My reference to your library was basd on this:
However, strangely, with that library enabled the utf8.lower() and utf8.upper() functions behave correctly. Very odd
Re useful functions:
This library can be used as drop-in replacement for vanilla string library. It exports all vanilla functions under raw sub-object.

[snip]

It also provides all functions from Lua 5.3 UTF-8 module except utf8.len (s [, i [, j]]). If you need to validate your strings use utf8.validate(str, byte_pos) or iterate over with utf8.validator.
So the useful items are the functions equivalent to the string library and the lua utf8 library, would be my reading.

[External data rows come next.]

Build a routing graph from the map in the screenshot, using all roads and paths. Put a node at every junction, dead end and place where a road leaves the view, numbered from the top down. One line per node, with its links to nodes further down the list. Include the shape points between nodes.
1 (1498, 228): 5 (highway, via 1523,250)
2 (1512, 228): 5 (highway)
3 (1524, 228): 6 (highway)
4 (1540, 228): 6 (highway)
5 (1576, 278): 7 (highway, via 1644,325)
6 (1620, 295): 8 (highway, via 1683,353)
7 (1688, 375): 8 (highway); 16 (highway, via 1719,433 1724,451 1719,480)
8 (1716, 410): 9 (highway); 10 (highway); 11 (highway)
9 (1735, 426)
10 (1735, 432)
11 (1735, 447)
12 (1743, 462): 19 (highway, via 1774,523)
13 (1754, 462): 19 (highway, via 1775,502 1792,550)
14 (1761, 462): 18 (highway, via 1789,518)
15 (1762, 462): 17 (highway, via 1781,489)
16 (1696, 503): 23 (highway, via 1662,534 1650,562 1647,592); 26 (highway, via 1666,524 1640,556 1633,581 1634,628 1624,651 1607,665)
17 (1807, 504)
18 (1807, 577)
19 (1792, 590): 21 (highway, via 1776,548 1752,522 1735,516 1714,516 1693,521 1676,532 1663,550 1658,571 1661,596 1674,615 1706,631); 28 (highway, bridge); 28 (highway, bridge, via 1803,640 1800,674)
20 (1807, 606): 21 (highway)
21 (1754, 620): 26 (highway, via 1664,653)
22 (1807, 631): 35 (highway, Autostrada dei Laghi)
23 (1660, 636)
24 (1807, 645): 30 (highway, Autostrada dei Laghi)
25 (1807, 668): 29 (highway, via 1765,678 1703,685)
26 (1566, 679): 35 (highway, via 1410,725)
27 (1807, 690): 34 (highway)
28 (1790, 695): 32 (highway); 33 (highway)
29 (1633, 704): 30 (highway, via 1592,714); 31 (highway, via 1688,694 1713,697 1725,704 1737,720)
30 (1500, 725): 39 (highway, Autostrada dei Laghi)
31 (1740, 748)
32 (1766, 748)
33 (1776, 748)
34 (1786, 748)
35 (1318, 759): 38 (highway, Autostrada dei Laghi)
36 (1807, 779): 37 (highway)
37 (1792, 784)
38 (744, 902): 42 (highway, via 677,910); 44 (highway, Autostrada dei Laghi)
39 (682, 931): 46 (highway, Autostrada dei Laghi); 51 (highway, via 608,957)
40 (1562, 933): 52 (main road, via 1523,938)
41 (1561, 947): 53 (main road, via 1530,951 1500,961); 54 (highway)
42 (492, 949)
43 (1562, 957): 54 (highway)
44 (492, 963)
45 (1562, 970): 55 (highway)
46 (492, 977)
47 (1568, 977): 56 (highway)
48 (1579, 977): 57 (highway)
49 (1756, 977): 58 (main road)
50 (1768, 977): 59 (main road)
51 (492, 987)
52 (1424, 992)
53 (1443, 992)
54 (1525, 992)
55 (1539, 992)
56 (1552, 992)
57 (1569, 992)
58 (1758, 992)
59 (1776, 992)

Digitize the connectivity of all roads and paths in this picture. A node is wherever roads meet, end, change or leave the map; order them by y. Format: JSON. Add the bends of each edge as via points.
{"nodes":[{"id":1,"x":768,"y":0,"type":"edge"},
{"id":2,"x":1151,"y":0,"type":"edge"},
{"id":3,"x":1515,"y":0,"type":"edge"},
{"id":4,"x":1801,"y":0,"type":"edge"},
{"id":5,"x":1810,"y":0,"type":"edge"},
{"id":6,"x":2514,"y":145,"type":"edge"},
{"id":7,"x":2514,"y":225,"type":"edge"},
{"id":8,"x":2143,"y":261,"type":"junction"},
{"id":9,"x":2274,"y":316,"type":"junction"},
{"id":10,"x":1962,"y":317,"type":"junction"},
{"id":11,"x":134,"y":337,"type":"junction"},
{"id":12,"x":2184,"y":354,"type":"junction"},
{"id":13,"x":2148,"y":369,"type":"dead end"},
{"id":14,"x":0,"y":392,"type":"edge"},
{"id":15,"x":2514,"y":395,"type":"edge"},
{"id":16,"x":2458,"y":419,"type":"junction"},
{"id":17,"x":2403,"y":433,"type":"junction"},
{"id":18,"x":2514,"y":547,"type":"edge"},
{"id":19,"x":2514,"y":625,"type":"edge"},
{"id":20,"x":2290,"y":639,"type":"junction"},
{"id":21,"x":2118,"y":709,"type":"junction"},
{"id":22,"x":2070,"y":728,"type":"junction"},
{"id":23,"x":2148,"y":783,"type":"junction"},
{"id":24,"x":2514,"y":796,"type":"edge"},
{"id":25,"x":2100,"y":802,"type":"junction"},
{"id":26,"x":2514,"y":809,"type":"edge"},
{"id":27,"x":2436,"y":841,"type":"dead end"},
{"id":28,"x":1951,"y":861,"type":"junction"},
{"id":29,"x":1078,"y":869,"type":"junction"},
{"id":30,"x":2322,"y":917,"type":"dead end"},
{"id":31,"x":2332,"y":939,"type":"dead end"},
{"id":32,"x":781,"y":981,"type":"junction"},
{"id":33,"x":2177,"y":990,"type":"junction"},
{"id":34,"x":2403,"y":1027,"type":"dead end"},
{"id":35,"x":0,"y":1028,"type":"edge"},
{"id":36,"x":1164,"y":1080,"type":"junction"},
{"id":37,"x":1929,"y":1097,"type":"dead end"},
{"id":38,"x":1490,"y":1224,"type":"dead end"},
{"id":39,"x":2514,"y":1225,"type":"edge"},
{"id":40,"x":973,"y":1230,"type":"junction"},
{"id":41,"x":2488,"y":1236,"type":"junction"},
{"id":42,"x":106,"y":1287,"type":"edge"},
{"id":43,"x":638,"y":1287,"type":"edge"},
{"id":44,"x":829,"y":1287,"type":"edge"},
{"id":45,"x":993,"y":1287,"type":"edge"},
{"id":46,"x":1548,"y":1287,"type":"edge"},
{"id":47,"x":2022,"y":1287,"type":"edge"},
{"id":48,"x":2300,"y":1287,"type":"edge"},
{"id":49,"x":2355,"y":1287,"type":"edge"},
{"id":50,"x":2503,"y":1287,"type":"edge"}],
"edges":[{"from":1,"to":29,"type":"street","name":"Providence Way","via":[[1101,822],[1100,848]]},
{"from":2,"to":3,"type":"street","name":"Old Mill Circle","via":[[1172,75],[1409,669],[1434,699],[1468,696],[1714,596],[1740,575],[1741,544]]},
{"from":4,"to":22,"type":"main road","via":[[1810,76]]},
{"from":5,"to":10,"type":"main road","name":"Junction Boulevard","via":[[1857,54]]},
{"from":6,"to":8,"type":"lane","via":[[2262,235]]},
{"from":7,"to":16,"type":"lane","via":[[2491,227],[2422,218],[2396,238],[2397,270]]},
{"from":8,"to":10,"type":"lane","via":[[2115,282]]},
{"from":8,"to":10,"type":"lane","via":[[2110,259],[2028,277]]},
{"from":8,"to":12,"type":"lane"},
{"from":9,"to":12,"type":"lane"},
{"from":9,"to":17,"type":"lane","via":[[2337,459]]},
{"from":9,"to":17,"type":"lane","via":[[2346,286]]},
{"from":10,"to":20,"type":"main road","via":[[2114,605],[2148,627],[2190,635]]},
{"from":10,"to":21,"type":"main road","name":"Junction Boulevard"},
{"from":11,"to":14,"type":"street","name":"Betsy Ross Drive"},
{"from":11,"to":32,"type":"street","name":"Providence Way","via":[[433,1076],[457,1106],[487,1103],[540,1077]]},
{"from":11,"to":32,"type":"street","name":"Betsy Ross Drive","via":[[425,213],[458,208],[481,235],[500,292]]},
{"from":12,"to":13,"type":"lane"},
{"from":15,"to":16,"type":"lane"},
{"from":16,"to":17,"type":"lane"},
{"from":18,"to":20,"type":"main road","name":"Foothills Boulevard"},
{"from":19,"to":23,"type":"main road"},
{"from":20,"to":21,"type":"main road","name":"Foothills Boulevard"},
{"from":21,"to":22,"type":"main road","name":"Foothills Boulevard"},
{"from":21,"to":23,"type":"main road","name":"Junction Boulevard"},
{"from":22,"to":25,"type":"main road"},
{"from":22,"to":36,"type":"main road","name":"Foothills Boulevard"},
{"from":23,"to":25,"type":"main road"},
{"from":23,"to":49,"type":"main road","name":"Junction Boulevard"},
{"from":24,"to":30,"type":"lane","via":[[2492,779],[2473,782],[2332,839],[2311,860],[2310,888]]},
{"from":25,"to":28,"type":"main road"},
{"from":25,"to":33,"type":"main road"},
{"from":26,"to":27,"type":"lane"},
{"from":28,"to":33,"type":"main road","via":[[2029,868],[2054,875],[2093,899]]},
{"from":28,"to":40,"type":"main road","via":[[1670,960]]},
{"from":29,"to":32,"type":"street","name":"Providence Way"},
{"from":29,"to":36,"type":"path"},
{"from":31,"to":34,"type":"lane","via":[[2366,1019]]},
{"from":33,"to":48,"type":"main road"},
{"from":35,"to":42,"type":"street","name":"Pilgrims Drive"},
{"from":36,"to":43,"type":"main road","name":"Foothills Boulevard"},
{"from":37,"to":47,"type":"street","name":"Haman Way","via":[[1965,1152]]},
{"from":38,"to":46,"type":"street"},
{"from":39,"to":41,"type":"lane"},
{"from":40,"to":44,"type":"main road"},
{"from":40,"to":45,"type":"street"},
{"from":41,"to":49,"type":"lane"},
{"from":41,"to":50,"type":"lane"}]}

Plus, the utf8 lower and upper functions will not work without the relevant lookup table (without which they default to vanilla string.upper and string.lower function) -- it would help if that was covered in the readme, I agree.

Relevant: https://github.com/Stepets/utf8.lua/issues/7. I suggest you follow up on github if you want to get things changed.

User avatar
tatewise
Megastar
Posts: 27087
Joined: 25 May 2010 11:00
Family Historian: V7
Location: Torbay, Devon, UK
Contact:

Re: Problem with utf8 library

Post by tatewise » 09 Jul 2021 17:23

So perhaps there needs to be a note in Lua References and Library Modules against the utf8 library mentioning that utf8.lower and utf8.upper are the same as string.lower and string.upper?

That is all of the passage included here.